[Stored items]
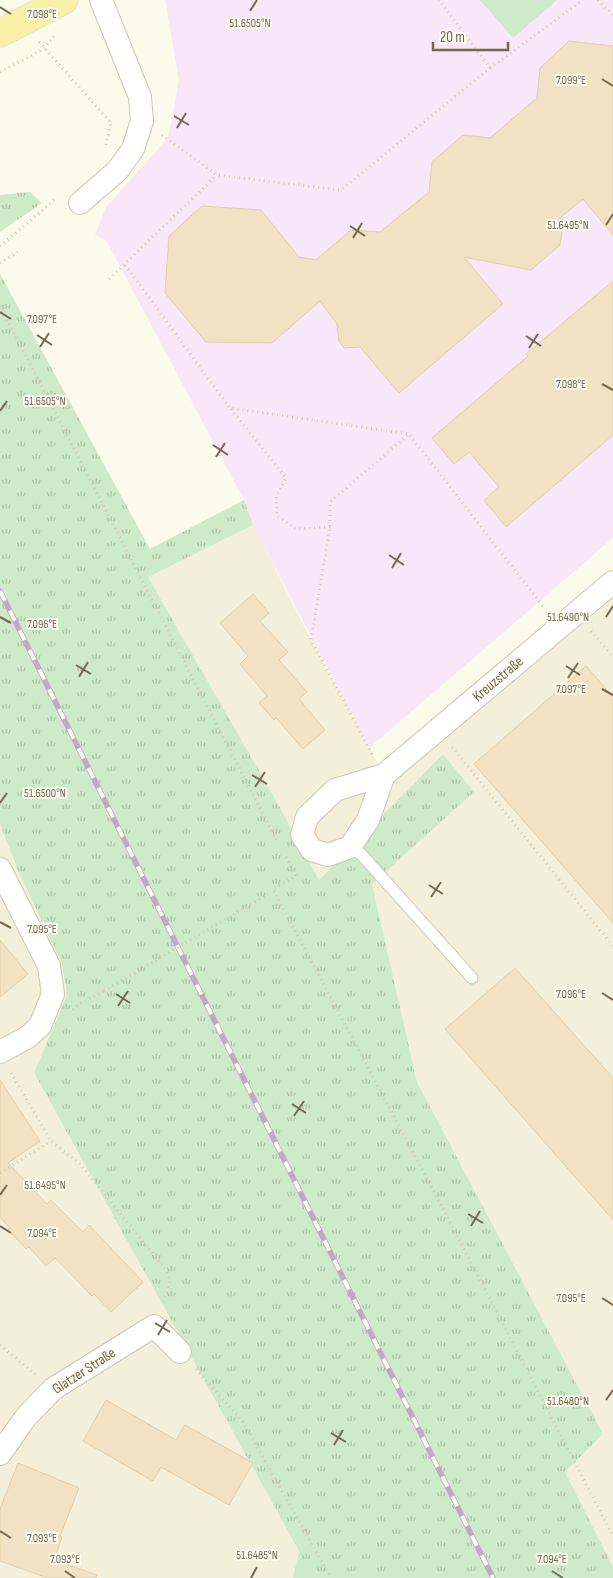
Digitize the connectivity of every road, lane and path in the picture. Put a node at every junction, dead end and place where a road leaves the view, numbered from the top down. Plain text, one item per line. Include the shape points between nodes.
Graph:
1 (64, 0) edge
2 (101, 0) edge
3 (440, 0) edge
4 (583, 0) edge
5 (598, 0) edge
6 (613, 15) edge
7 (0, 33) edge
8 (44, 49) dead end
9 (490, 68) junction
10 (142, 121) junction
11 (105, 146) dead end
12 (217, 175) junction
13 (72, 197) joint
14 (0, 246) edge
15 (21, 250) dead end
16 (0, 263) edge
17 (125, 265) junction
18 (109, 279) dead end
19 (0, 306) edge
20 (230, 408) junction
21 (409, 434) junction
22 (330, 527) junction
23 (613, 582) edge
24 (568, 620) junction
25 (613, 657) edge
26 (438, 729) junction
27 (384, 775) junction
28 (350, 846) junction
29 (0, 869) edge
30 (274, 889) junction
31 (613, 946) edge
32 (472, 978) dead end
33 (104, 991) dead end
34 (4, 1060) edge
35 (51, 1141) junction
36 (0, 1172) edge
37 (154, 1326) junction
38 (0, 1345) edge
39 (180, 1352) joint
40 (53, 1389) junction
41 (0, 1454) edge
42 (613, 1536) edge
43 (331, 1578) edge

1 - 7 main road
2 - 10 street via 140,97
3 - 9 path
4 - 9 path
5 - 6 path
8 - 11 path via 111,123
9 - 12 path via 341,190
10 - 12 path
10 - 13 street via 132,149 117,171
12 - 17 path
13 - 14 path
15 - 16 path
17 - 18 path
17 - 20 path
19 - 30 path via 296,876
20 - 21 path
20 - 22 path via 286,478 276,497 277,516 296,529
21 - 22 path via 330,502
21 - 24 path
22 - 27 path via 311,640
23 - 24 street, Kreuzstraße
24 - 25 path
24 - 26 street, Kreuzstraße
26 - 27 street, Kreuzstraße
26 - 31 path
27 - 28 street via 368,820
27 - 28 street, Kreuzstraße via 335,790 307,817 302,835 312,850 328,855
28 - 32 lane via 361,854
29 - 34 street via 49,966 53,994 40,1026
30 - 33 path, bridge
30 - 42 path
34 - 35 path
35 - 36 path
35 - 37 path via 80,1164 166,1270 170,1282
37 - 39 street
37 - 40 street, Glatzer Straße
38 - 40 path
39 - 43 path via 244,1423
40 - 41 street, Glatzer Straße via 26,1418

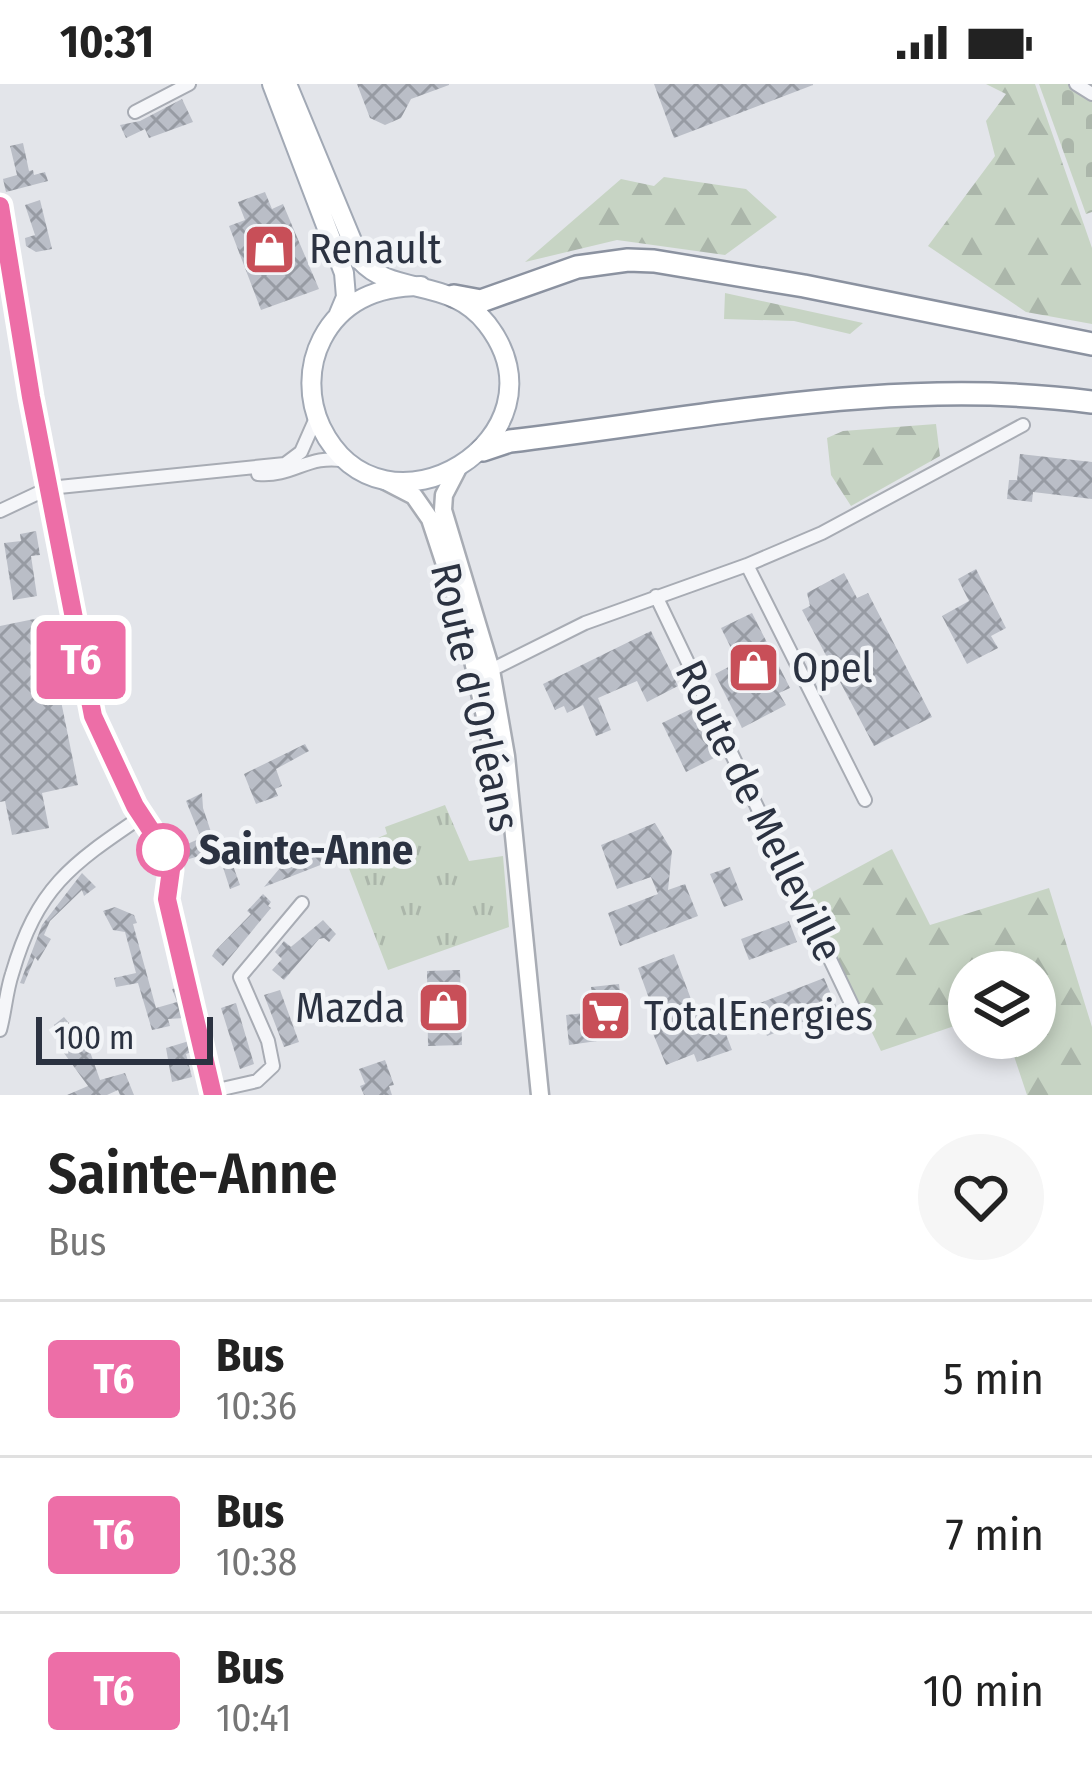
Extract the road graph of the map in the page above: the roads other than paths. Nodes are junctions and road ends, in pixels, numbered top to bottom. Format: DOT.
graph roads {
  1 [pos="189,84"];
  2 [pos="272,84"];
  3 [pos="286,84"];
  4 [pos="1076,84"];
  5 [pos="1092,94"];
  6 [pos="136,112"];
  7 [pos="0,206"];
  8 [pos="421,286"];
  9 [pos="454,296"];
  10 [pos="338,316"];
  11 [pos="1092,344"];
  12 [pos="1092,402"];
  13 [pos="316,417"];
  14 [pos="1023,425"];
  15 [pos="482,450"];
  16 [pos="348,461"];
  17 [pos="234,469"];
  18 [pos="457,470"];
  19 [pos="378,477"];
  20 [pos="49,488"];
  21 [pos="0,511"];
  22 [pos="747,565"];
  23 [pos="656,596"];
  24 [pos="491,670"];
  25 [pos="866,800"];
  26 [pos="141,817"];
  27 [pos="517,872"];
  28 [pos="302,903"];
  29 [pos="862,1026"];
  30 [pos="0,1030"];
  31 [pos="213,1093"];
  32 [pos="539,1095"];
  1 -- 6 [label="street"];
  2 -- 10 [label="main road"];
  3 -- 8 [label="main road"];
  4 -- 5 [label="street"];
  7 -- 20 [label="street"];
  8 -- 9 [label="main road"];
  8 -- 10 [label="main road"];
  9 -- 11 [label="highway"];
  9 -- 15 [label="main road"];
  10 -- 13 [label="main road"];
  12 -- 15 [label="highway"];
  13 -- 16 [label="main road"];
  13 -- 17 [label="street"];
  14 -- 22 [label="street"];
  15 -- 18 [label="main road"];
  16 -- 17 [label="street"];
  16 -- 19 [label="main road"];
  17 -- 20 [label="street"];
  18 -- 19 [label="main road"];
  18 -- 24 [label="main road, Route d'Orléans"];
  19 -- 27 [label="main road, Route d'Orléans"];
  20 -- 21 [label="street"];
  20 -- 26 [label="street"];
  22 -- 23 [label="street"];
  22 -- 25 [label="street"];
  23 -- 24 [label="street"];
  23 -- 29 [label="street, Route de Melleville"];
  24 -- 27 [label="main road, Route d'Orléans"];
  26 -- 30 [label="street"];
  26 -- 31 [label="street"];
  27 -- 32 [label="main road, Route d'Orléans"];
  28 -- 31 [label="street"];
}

Exercise: Line count for the string "Kreuzstraße": state how many lines in the data contain it, and output nothing else.

Solution to this task: 4